There are exceptions, of course. If the program is mission critical—code at this scale rarely is, but it’s possible—it’s worth a few extra safety measures. If it’s for your personal portfolio, consistent code style and automated testing could be meaningful to the rare hiring manager who looks. And if you end up doing more than a handful of iterations, unit tests could save you some time. But usually this is throwaway code. There are no best practices for throwaway code, only a rule of thumb: don’t overthink it.

Picturing the program as a small town puts this in perspective. A town of a couple thousand households doesn’t need a team of salaried urban planners. It can’t support a shopping mall or a football stadium. It doesn’t need constant oversight and intervention. And it can reinvent itself fairly easily—Idyllwild, California has at times been known as a summer camp, a faux-German village, a furniture production center, a hippie headquarters, and a Hollywood film set. If it were, say, a military base, then there would be a persistent need for specific facilities and regulations. But in most cases, a town that size can just go with whatever the occasion suggests.

City equivalent: Burlington, Vermont (17,448 households)

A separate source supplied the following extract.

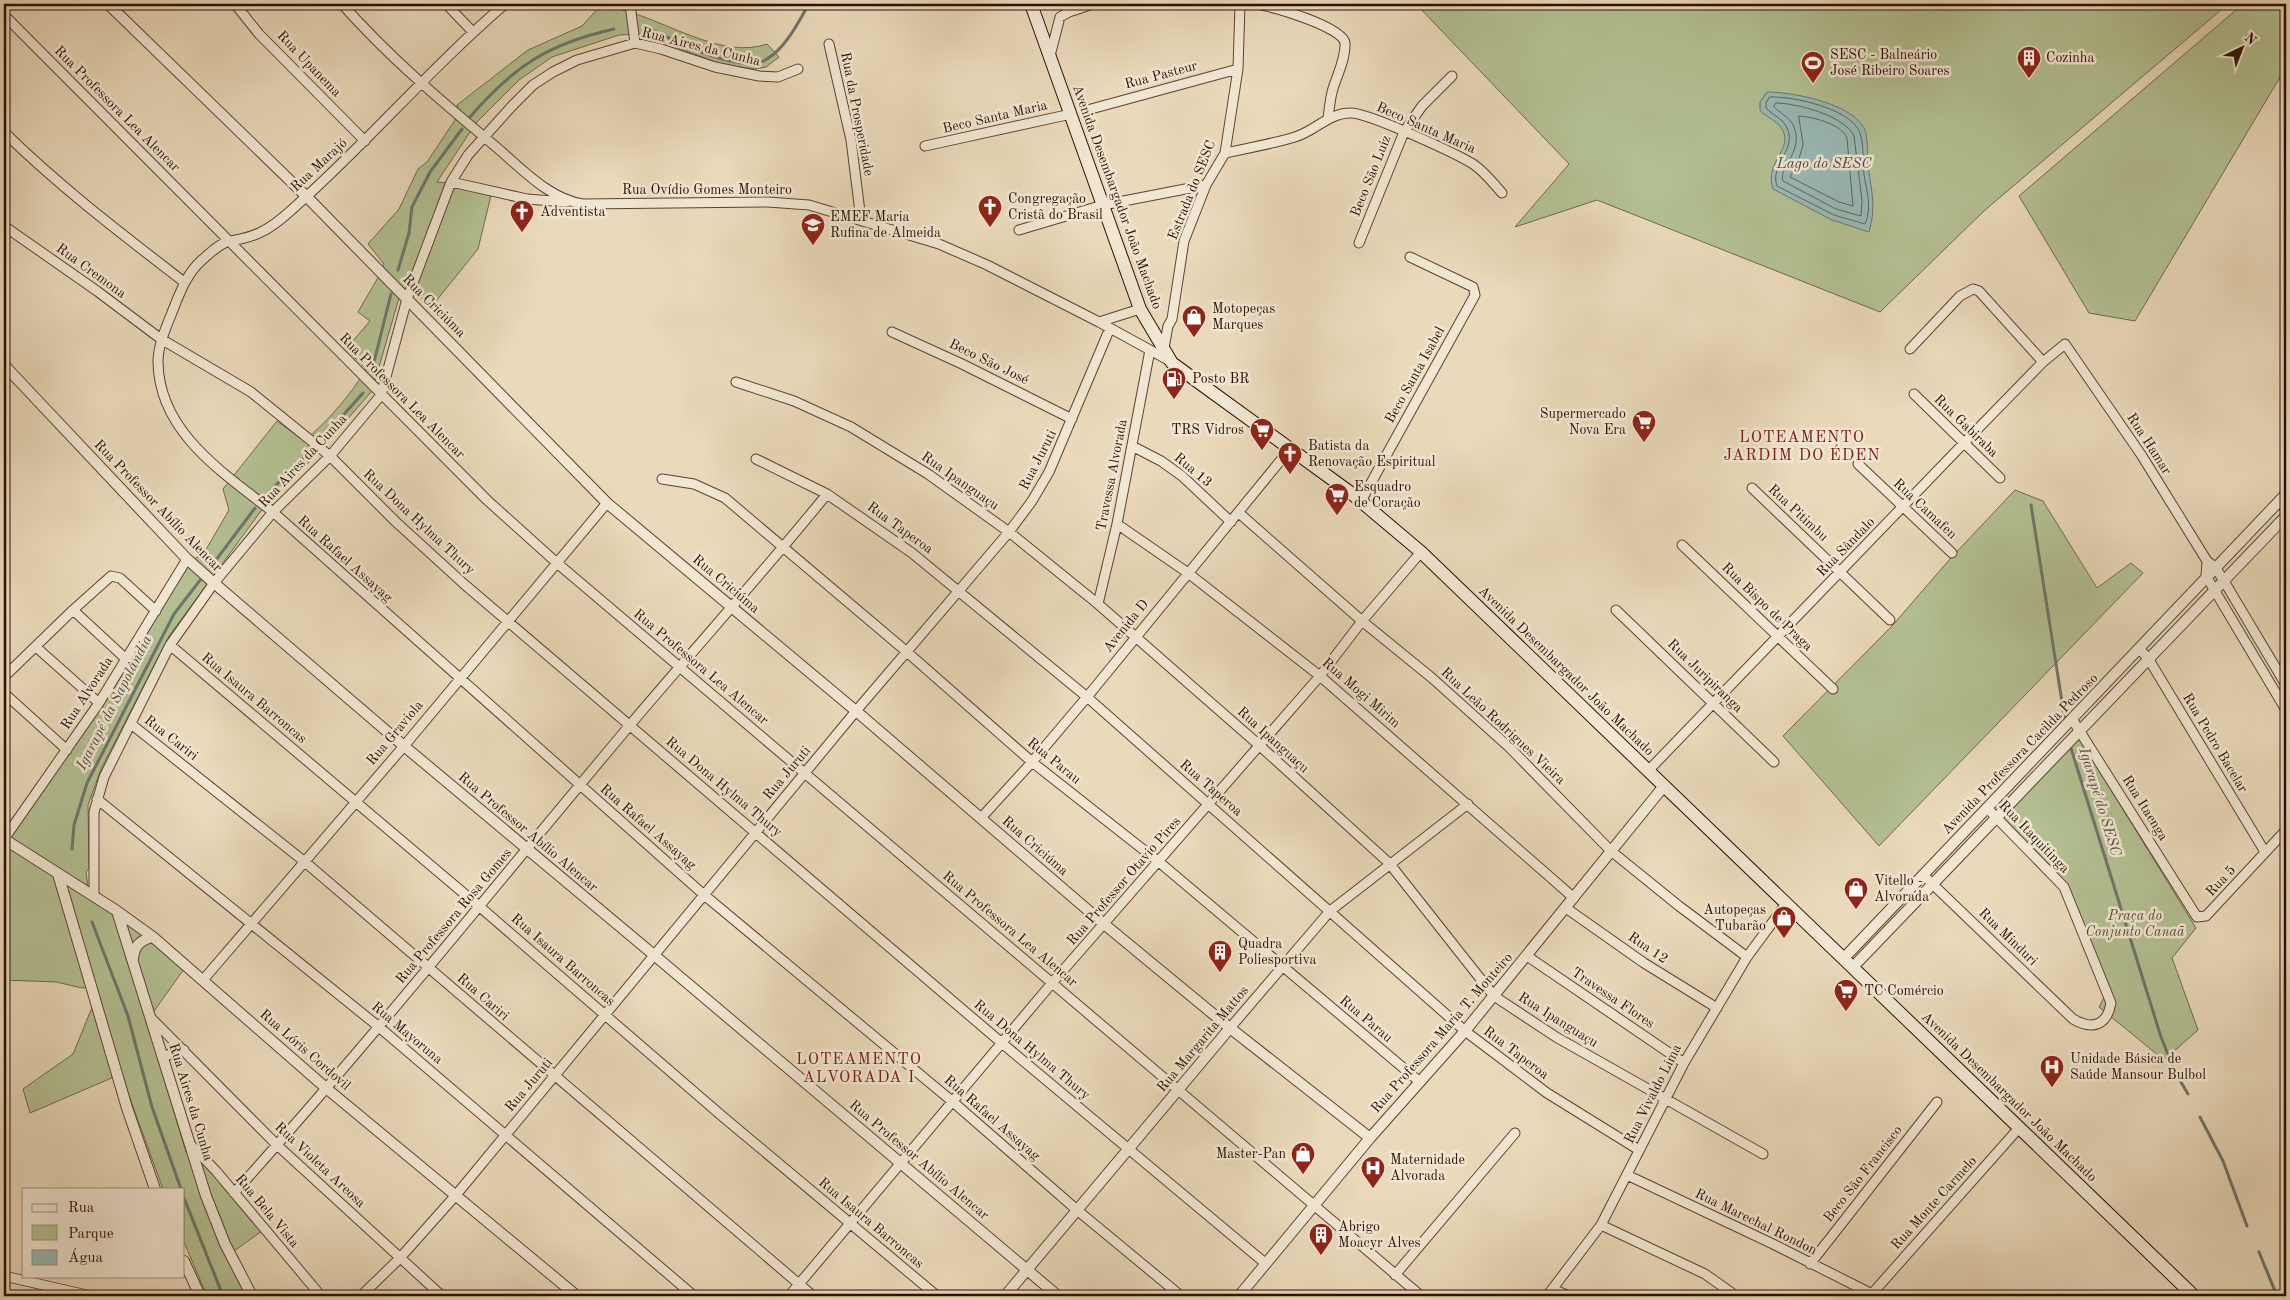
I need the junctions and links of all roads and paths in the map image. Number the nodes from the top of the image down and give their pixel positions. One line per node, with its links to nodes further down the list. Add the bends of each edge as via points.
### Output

Type of application: Single-purpose indie app or internal tool

Required skills: Separation of concerns and information hiding

Strategy: Organize around a piece of core functionality; take time to refactor

A programmer’s first feat of ambition—the first time they try to build something meaningful—is where they’ll acquaint themselves with the “wall” described in Cook’s original blog post. What is this wall, specifically? If you look back on the first programs you ever wrote, you’ll see it in the piles of disheveled and unpredictable code, the poorly named variables, the functions as tangled as a Texas freeway. Code like that is self-limiting.

If you can’t modify a program without having the whole thing in your head, you’ll easily top out by the time you hit 2,000 lines. Breaking this barrier isn’t about increasing the capacity of your brain, any more than being the mayor of a growing city is about shaking hands with more people. Rather, it’s about governing more effectively: organizing, separating, and simplifying each piece of functionality so its internal state can be ignored when you’re not immediately working on it.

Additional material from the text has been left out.